Flood alerts are in place for Christchurch Harbour and the east coast of Dorset as well as Poole Harbour this morning at high tide.

This is around 10am this morning and will remain in place for two hours afterwards, the Environment Agency said.

A Met Office spokesperson said: “Storm Eleanor is now over the North Sea and will continue to move slowly away eastwards through today.

"Although winds are not expected to be as strong as Tuesday evening and last night it has left a swath of strong winds in its wake.

"Gusts on Wednesday morning are expected to reach 45 to 50 mph in places inland while along the coasts gusts as high as 65 mph are likely.

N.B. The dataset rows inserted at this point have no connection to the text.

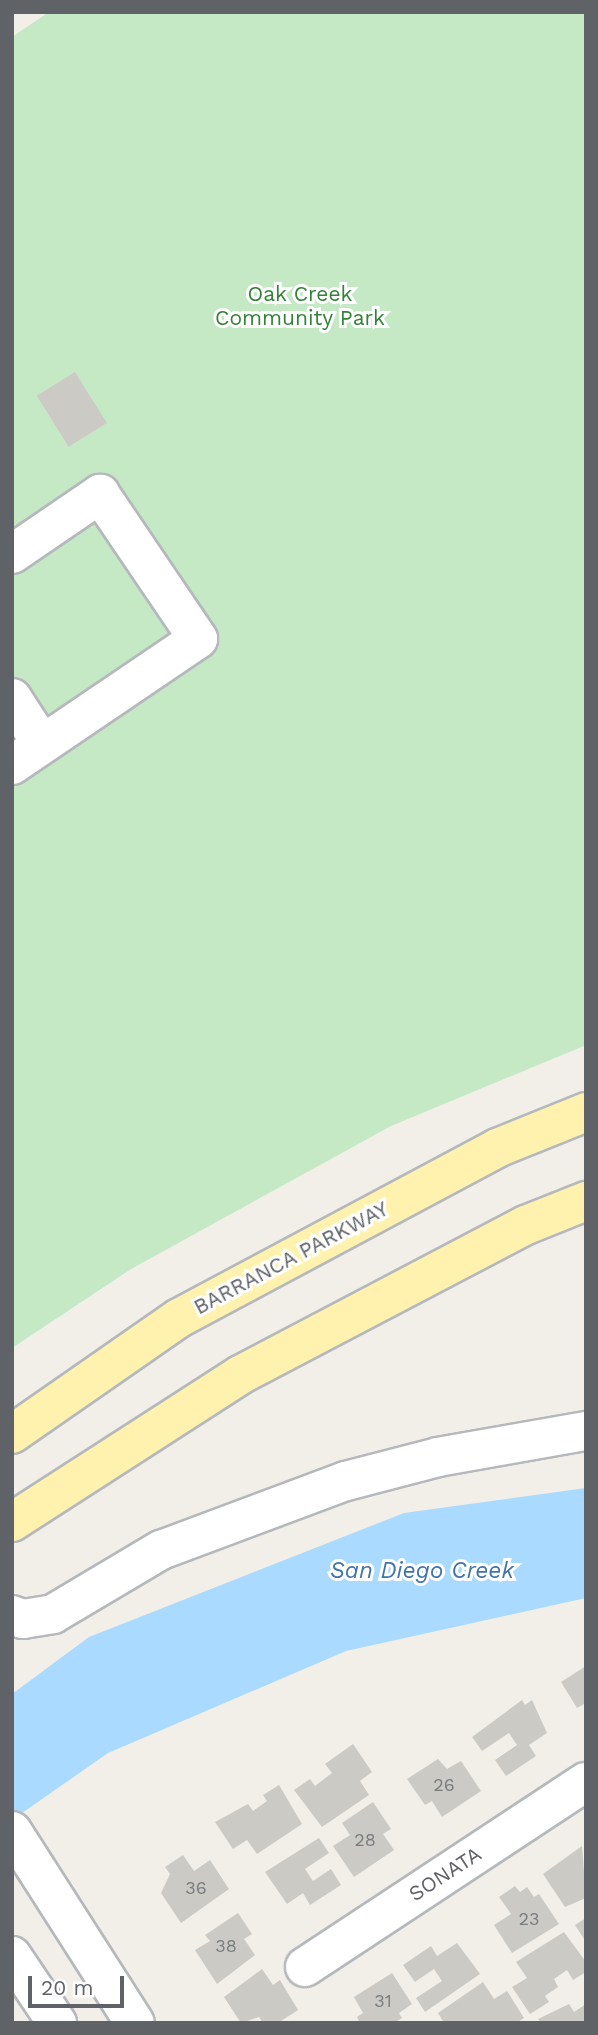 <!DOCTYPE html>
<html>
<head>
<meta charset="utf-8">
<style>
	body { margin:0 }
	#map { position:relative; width:598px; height:2035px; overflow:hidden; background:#f1efe8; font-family:"Work Sans",sans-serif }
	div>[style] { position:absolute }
	.green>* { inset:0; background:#c5e8c5 }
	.water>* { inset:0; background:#aadaff }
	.building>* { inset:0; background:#cccac5; transform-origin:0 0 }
	.roads { filter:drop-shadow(2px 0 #b5b8bc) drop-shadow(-2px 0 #b5b8bc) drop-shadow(0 2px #b5b8bc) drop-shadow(0 -2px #b5b8bc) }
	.minor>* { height:38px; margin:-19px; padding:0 19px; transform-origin:19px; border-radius:19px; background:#fff }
	.major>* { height:38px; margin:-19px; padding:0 19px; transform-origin:19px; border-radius:19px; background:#fff2af }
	span { translate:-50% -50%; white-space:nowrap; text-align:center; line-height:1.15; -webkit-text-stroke:6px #fff; paint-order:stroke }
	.number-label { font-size:18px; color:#7a7d7f }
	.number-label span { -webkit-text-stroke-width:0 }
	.park-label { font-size:21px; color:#348238 }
	.street-label { font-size:21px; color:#5f6368 }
	.water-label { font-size:23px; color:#4174aa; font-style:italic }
	.frame { position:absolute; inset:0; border:14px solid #5f6368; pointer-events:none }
	.scale { position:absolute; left:28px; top:1976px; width:96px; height:32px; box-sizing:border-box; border:4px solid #5f6368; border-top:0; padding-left:9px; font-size:21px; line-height:24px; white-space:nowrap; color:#5f6368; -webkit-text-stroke:5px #fff; paint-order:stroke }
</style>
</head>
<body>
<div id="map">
	<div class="green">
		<div style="clip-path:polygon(49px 12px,586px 12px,586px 1045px,391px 1126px,131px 1269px,12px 1348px,12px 37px)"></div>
	</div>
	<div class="water">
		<div style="clip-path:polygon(586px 1488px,586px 1598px,346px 1651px,108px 1753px,12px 1820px,12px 1694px,89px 1637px,404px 1513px)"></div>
	</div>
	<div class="building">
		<div style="left:75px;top:372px;width:60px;height:45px;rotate:58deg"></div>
		<div style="clip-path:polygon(586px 1666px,586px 1703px,577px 1708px,561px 1682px)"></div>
		<div style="clip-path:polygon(522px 1700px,525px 1705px,532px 1700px,547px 1733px,529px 1745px,536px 1756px,506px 1776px,495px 1760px,517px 1745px,509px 1733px,482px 1751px,472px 1737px)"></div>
		<div style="clip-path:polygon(353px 1744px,372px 1772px,360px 1781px,369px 1795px,322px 1827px,294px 1790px,310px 1779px,315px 1786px,332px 1773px,325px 1764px)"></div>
		<div style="clip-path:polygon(438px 1759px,447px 1769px,461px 1761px,481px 1791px,442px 1817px,432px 1801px,425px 1805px,407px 1779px)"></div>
		<div style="clip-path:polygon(279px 1785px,302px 1824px,257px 1854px,247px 1840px,233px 1849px,215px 1822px,248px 1804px,253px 1811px,267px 1801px,263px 1795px)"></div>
		<div style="clip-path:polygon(373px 1802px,391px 1829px,383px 1834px,394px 1850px,354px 1877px,333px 1846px,350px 1835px,342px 1823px)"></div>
		<div style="clip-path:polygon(319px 1838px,329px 1853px,305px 1869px,313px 1881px,331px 1869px,341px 1885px,310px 1905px,303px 1893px,287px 1904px,265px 1872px)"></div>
		<div style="clip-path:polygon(582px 1846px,586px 1898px,565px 1907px,543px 1874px)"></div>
		<div style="clip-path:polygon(183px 1855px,194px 1871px,210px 1860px,229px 1889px,181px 1923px,161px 1893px,170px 1874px,165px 1867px)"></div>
		<div style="clip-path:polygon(515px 1886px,520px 1892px,527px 1887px,534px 1897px,539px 1894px,559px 1924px,512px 1953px,494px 1925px,511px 1914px,499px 1897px)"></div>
		<div style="clip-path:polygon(238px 1913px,252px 1934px,244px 1939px,255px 1955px,217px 1984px,195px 1950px,210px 1941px,205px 1935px)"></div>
		<div style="clip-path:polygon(586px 1918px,586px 1942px,575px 1925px)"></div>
		<div style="clip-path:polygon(564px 1932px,586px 1962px,586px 1972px,573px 1980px,567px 1970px,554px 1979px,558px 1987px,545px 1996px,549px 2002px,530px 2014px,512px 1987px,527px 1978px,516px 1962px)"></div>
		<div style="clip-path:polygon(457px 1943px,480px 1974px,425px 2012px,416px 1998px,442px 1981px,434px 1969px,415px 1982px,403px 1965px,431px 1946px,437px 1956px)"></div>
		<div style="clip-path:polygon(262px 1969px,273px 1985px,280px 1980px,298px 2010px,278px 2023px,263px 2023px,259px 2017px,241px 2023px,224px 1997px)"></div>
		<div style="clip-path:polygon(392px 1973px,412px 2004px,399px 2013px,402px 2018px,394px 2023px,360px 2023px,357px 2017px,363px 2013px,354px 1997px)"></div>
		<div style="clip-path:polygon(483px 1982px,494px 1999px,507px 1991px,524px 2018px,516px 2023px,444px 2023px,438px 2013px)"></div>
		<div style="clip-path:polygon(569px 2004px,574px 2012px,586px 2004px,586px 2023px,541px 2023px,538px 2019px)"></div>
	</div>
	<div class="roads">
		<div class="minor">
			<div style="left:12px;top:554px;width:107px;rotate:-34.3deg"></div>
			<div style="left:100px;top:494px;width:175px;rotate:55.9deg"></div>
			<div style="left:198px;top:639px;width:225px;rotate:145.9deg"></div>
			<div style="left:12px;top:698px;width:55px;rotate:56.9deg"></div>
			<div style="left:12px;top:1615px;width:12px;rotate:20deg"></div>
			<div style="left:23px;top:1619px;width:30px;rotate:-9deg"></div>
			<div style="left:53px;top:1614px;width:126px;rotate:-30.7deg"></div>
			<div style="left:161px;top:1550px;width:197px;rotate:-20.5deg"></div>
			<div style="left:346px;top:1481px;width:95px;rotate:-14.6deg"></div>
			<div style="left:438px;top:1457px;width:150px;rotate:-10deg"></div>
			<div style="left:12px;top:1831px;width:228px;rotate:57.4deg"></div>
			<div style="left:12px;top:1956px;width:81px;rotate:56.1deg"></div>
			<div style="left:305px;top:1967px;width:336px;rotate:-33.4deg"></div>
		</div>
		<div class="major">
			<div style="left:12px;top:1434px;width:203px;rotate:-34.8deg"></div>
			<div style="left:179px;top:1318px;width:361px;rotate:-28.1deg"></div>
			<div style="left:497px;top:1148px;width:96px;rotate:-22deg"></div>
			<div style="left:12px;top:1522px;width:271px;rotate:-32.8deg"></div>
			<div style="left:240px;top:1375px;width:323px;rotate:-27.7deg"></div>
			<div style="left:526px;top:1225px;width:65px;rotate:-21.8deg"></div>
		</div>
	</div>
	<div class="number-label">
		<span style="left:444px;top:1785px">26</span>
		<span style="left:365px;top:1840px">28</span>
		<span style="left:196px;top:1888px">36</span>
		<span style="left:529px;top:1919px">23</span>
		<span style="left:226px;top:1946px">38</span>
		<span style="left:383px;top:2001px">31</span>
	</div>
	<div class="park-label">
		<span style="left:300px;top:306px">Oak Creek<br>Community Park</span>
	</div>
	<div class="street-label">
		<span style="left:291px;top:1258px;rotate:-28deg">BARRANCA PARKWAY</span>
		<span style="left:445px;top:1874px;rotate:-33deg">SONATA</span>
	</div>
	<div class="water-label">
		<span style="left:422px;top:1571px">San Diego Creek</span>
	</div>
	<div class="frame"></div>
	<div class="scale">20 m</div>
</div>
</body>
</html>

"Winds will slowly ease from the west through the day although a second peak in winds speeds is expected across Northern Ireland for a time during the mid to late afternoon."

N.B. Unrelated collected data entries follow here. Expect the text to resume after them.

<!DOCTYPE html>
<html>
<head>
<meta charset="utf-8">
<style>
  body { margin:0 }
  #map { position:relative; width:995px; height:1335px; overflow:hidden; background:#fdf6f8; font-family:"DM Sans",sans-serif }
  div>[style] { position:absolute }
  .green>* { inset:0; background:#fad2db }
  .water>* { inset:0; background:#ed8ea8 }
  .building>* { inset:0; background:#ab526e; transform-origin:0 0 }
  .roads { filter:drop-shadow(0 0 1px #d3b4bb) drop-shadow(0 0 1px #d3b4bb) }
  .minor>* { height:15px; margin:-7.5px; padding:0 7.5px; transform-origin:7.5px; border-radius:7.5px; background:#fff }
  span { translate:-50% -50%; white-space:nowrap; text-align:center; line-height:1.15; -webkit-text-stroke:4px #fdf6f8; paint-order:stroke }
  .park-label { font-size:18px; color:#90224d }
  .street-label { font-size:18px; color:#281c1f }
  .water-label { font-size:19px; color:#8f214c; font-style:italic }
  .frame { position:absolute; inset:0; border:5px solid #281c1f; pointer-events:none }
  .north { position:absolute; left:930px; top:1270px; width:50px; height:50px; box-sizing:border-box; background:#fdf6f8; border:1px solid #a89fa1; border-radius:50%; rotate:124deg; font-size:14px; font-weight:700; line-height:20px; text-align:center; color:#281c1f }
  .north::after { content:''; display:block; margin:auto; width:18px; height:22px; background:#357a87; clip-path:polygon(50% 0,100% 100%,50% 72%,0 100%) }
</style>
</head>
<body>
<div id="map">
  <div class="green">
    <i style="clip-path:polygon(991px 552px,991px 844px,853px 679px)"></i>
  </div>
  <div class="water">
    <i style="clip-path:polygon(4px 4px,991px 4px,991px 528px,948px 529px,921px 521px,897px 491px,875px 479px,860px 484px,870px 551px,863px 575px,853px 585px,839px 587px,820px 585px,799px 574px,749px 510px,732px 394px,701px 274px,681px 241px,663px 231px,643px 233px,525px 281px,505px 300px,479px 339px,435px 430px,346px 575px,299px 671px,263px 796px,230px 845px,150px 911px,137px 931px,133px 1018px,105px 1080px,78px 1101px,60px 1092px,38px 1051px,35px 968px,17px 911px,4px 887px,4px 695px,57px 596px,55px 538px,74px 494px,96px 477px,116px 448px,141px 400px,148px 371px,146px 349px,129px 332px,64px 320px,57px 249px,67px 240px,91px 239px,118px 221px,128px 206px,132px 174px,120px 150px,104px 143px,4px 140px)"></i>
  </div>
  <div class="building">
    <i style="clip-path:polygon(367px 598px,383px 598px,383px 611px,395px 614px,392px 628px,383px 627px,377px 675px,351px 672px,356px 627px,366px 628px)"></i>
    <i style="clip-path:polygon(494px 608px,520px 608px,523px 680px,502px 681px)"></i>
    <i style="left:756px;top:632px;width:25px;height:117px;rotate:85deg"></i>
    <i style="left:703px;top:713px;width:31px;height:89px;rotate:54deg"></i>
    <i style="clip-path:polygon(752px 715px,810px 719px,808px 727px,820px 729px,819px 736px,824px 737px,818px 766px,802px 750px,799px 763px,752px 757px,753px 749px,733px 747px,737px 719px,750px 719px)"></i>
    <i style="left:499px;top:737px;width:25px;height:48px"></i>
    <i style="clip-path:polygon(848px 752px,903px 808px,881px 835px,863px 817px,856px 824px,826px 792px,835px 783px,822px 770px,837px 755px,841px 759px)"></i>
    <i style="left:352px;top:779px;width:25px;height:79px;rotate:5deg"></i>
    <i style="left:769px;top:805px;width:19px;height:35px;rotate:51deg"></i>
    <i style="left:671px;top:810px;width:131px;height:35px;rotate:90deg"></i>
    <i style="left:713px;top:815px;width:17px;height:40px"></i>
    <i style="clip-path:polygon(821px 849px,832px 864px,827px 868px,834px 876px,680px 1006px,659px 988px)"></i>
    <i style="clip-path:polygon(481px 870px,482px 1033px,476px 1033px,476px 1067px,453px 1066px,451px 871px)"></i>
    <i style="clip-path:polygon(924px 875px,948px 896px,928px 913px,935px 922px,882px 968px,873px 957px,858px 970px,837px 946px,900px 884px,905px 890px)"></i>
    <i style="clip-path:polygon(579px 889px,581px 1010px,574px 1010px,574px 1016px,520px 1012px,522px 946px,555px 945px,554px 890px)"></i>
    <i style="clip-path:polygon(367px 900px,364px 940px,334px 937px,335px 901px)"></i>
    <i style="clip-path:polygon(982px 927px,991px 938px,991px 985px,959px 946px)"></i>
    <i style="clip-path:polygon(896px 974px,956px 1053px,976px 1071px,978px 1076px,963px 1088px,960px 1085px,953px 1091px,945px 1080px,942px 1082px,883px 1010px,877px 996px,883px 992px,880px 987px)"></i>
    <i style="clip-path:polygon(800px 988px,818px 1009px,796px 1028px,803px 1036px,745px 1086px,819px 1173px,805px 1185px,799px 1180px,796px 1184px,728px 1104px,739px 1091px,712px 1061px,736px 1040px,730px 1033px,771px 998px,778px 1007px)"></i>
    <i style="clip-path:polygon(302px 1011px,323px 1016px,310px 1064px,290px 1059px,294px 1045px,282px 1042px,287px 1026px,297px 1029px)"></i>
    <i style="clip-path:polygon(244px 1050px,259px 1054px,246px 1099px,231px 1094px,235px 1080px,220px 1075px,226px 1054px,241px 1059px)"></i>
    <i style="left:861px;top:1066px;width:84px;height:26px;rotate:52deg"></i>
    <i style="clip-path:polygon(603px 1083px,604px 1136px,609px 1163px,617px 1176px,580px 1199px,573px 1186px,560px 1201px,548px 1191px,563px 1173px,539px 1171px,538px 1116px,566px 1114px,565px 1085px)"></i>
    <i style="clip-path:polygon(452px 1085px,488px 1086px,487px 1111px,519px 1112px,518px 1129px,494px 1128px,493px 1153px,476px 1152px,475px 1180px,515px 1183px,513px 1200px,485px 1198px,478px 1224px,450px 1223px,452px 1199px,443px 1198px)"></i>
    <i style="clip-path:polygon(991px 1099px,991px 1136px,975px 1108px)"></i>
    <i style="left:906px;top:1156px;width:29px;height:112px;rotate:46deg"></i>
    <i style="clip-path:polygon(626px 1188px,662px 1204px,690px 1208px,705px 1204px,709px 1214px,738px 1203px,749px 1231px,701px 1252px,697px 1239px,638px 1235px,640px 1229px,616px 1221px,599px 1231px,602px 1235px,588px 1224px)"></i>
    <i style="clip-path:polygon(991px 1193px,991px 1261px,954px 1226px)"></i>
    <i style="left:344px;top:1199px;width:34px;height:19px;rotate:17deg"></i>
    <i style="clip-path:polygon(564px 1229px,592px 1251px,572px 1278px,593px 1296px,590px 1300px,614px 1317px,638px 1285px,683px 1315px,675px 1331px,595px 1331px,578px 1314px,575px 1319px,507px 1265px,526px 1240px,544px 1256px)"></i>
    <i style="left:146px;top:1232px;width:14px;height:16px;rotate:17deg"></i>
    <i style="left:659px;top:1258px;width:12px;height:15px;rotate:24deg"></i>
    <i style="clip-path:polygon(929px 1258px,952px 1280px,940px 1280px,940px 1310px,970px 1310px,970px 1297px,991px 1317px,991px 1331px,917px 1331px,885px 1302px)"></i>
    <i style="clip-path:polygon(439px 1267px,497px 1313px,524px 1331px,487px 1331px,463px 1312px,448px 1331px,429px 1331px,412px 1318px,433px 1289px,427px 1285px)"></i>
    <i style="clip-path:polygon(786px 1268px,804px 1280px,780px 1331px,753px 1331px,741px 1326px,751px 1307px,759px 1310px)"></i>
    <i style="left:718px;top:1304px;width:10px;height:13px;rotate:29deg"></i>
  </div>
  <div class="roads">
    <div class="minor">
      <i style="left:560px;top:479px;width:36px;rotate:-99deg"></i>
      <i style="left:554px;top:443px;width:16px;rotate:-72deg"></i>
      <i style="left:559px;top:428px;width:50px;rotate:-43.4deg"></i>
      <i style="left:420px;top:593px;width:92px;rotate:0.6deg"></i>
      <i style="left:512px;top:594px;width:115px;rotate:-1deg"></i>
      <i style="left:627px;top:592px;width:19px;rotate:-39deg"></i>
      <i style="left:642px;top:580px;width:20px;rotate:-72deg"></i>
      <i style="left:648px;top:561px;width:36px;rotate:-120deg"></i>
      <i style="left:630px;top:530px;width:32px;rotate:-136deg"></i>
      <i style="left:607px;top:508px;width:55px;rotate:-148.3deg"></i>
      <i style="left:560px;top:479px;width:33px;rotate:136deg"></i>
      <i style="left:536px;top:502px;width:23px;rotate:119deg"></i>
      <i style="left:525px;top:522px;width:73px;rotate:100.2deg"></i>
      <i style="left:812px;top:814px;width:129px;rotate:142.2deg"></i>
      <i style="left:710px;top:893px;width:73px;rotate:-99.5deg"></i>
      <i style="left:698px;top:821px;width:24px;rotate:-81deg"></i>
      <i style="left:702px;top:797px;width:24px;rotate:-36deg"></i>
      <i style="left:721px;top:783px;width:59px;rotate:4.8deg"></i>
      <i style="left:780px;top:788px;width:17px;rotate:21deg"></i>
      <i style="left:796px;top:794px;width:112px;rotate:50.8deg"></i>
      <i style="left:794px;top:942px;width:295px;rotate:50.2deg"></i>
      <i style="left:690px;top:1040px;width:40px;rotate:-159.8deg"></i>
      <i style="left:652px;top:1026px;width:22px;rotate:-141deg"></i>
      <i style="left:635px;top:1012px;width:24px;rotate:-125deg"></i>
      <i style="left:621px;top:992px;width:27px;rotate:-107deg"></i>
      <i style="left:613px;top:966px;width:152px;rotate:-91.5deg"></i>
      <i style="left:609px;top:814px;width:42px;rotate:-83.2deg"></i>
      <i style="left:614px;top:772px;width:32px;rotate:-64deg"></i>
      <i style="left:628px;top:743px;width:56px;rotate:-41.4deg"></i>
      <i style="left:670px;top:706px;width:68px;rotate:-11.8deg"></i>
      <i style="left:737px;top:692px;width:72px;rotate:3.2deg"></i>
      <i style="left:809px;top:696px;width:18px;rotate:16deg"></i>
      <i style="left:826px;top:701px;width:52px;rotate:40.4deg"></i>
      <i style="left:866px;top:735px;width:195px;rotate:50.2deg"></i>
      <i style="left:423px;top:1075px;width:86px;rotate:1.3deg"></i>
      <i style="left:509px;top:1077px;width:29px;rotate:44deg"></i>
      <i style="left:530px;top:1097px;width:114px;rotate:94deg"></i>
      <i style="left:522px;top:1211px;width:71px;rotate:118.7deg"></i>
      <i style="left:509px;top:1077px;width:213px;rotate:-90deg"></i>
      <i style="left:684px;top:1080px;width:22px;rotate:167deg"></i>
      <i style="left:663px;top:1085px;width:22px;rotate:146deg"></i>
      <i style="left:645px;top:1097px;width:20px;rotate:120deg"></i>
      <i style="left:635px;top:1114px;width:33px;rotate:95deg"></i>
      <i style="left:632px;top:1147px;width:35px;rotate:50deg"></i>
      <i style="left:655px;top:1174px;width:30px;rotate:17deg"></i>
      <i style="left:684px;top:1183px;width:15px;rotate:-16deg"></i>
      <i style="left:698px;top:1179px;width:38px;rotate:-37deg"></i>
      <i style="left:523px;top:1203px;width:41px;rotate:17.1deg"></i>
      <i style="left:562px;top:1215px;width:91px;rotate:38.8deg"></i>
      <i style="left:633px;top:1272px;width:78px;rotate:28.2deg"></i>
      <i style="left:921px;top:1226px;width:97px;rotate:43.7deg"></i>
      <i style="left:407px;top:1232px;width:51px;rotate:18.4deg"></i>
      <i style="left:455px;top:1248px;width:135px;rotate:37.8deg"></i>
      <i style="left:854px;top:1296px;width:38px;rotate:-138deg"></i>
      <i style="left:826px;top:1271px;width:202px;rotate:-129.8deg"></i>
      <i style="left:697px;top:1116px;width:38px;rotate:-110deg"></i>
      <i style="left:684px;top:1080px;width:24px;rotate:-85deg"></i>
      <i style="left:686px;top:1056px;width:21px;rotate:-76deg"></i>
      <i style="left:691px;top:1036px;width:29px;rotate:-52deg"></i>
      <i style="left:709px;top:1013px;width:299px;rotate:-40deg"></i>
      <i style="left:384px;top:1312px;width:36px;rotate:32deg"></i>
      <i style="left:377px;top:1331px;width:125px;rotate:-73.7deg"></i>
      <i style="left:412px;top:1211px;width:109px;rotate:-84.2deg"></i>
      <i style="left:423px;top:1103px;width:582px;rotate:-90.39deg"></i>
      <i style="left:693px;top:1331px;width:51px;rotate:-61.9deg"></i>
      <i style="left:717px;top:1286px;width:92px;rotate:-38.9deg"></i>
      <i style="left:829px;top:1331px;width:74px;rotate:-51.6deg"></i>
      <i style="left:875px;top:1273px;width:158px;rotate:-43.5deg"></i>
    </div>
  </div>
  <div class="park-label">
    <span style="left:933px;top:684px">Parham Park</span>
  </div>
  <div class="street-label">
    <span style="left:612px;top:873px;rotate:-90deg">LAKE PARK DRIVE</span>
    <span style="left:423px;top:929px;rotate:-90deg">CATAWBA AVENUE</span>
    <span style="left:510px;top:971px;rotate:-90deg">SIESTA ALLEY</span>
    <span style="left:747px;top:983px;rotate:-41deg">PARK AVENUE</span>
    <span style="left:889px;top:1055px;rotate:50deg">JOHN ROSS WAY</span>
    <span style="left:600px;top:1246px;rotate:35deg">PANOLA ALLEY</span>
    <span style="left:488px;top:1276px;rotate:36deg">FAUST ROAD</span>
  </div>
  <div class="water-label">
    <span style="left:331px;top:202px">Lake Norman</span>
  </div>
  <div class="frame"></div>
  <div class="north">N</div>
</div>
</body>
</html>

A spokesperson for Condor Ferries said: "With wind speeds of up to 70mph and wave heights above seven metres, the company cancelled four sailings and placed other departures under review.

"For Wednesday, 03 January, all fast ferry sailings have been cancelled from the UK and France and Clipper’s departure from Portsmouth is being delayed until the wind speeds moderate to permit berthing in the Channel Islands.

Capt. Fran Collins, Condor’s Executive Director of Operations, said: "We appreciate that, with several days of disruption due to successive storms, passengers are very keen to know what travel options they have.

"Our operations and customer-facing teams are working relentlessly to update our schedules and then our passengers taking into consideration the latest forecasts.

"This is made more difficult due to a rapidly changing weather situation.

"We share our passengers’ disappointment at the obvious inconvenience and uncertainty caused by this sustained period of atrocious weather.

"Throughout the Christmas period, our crews onboard and our operational teams ashore in ports and our contact centre have worked extra shifts helping to revise schedules, rearrange travel and ensure that the Islands stay connected and supplied.

"I would like to thank them for their resilience and determination", she added.

The Sandbanks Ferry was suspended just after 9.20am due to the adverse weather. Service resumed at 12pm. 

A spokesperson said: "Due to high winds and tide the Ferry service is currently suspended. We hope to resume service around 1100hrs.

Poole Lifeboat crews have called for members of the public to take care and respect the water as the storm began to build.

Yesterday afternoon, the volunteers were sent out after a windsurfer was swept away.

The windsurfer was seen to be in difficulty near the entrance of Poole Harbour by staff aboard the chain ferry.

The windsurfer was then seen to drift on his board across the path of the ferry, out of the harbour and out of sight.

RNLI volunteers launched a search but were told the windsurfer had come safely ashore on the North Haven side.

The windsurfer said he had been caught out by the ebb tide and conditions as he was checked over by volunteers.

Staff on the chain ferry offered him free passage back across to South Haven.

Volunteer helmsman Dave Riley said: "We would always encourage anyone who sees somebody in difficulty or a situation that does not seem right to contact the Coastguard."

Strong winds also caused a powercut in Wimborne and areas of Poole late last night. Engineers fixed the fault during the early hours of this morning.